= What this task involves =
Below is the data. Give it again, complete and exact.

-- Opening Marker --

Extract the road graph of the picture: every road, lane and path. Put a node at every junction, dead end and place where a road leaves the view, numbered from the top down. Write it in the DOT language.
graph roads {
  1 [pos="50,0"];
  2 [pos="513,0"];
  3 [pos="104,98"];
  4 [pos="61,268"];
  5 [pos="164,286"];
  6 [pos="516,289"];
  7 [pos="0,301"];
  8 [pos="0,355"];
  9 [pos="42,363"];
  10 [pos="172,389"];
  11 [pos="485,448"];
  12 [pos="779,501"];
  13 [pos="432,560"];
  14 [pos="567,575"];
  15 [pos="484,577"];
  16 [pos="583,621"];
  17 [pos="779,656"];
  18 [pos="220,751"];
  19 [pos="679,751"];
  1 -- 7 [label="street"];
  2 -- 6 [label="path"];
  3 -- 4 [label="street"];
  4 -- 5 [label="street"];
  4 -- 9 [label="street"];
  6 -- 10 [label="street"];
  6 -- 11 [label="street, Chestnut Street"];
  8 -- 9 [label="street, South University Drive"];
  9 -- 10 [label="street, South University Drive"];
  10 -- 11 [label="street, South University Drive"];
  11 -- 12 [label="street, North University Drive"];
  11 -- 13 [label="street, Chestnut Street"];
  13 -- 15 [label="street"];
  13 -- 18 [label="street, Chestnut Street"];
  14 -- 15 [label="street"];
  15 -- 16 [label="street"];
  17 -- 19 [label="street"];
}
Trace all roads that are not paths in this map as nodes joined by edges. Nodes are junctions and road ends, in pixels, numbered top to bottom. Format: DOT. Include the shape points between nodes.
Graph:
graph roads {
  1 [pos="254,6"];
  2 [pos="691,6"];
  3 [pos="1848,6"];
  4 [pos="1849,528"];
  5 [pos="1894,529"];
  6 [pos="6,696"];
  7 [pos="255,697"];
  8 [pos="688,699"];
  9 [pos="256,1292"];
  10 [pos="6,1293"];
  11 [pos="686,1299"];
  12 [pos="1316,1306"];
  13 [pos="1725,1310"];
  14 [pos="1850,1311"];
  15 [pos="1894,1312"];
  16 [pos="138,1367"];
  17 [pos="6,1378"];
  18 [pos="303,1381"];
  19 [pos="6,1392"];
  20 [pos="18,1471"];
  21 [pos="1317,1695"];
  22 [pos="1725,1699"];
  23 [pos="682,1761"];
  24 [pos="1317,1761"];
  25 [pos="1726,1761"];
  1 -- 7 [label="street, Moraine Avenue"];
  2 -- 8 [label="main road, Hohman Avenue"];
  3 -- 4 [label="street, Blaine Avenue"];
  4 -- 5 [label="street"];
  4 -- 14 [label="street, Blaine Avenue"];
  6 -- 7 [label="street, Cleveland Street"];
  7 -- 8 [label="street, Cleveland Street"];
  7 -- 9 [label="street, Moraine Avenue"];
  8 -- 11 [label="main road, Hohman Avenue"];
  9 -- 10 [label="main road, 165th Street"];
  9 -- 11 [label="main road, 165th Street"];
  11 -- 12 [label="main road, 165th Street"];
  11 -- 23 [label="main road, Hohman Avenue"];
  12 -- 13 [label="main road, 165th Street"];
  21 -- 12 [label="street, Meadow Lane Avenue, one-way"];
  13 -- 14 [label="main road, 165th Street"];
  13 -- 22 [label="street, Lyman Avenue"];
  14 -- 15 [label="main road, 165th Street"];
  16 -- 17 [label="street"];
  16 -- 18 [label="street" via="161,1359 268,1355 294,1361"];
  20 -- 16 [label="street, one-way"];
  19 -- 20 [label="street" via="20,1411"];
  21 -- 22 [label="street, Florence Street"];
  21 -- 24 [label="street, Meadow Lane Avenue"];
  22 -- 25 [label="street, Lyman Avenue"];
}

-- Closing Marker --

= Answer to the exercise =
Extract the road graph of the picture: every road, lane and path. Put a node at every junction, dead end and place where a road leaves the view, numbered from the top down. Write it in the DOT language.
graph roads {
  1 [pos="50,0"];
  2 [pos="513,0"];
  3 [pos="104,98"];
  4 [pos="61,268"];
  5 [pos="164,286"];
  6 [pos="516,289"];
  7 [pos="0,301"];
  8 [pos="0,355"];
  9 [pos="42,363"];
  10 [pos="172,389"];
  11 [pos="485,448"];
  12 [pos="779,501"];
  13 [pos="432,560"];
  14 [pos="567,575"];
  15 [pos="484,577"];
  16 [pos="583,621"];
  17 [pos="779,656"];
  18 [pos="220,751"];
  19 [pos="679,751"];
  1 -- 7 [label="street"];
  2 -- 6 [label="path"];
  3 -- 4 [label="street"];
  4 -- 5 [label="street"];
  4 -- 9 [label="street"];
  6 -- 10 [label="street"];
  6 -- 11 [label="street, Chestnut Street"];
  8 -- 9 [label="street, South University Drive"];
  9 -- 10 [label="street, South University Drive"];
  10 -- 11 [label="street, South University Drive"];
  11 -- 12 [label="street, North University Drive"];
  11 -- 13 [label="street, Chestnut Street"];
  13 -- 15 [label="street"];
  13 -- 18 [label="street, Chestnut Street"];
  14 -- 15 [label="street"];
  15 -- 16 [label="street"];
  17 -- 19 [label="street"];
}
Trace all roads that are not paths in this map as nodes joined by edges. Nodes are junctions and road ends, in pixels, numbered top to bottom. Format: DOT. Include the shape points between nodes.
Graph:
graph roads {
  1 [pos="254,6"];
  2 [pos="691,6"];
  3 [pos="1848,6"];
  4 [pos="1849,528"];
  5 [pos="1894,529"];
  6 [pos="6,696"];
  7 [pos="255,697"];
  8 [pos="688,699"];
  9 [pos="256,1292"];
  10 [pos="6,1293"];
  11 [pos="686,1299"];
  12 [pos="1316,1306"];
  13 [pos="1725,1310"];
  14 [pos="1850,1311"];
  15 [pos="1894,1312"];
  16 [pos="138,1367"];
  17 [pos="6,1378"];
  18 [pos="303,1381"];
  19 [pos="6,1392"];
  20 [pos="18,1471"];
  21 [pos="1317,1695"];
  22 [pos="1725,1699"];
  23 [pos="682,1761"];
  24 [pos="1317,1761"];
  25 [pos="1726,1761"];
  1 -- 7 [label="street, Moraine Avenue"];
  2 -- 8 [label="main road, Hohman Avenue"];
  3 -- 4 [label="street, Blaine Avenue"];
  4 -- 5 [label="street"];
  4 -- 14 [label="street, Blaine Avenue"];
  6 -- 7 [label="street, Cleveland Street"];
  7 -- 8 [label="street, Cleveland Street"];
  7 -- 9 [label="street, Moraine Avenue"];
  8 -- 11 [label="main road, Hohman Avenue"];
  9 -- 10 [label="main road, 165th Street"];
  9 -- 11 [label="main road, 165th Street"];
  11 -- 12 [label="main road, 165th Street"];
  11 -- 23 [label="main road, Hohman Avenue"];
  12 -- 13 [label="main road, 165th Street"];
  21 -- 12 [label="street, Meadow Lane Avenue, one-way"];
  13 -- 14 [label="main road, 165th Street"];
  13 -- 22 [label="street, Lyman Avenue"];
  14 -- 15 [label="main road, 165th Street"];
  16 -- 17 [label="street"];
  16 -- 18 [label="street" via="161,1359 268,1355 294,1361"];
  20 -- 16 [label="street, one-way"];
  19 -- 20 [label="street" via="20,1411"];
  21 -- 22 [label="street, Florence Street"];
  21 -- 24 [label="street, Meadow Lane Avenue"];
  22 -- 25 [label="street, Lyman Avenue"];
}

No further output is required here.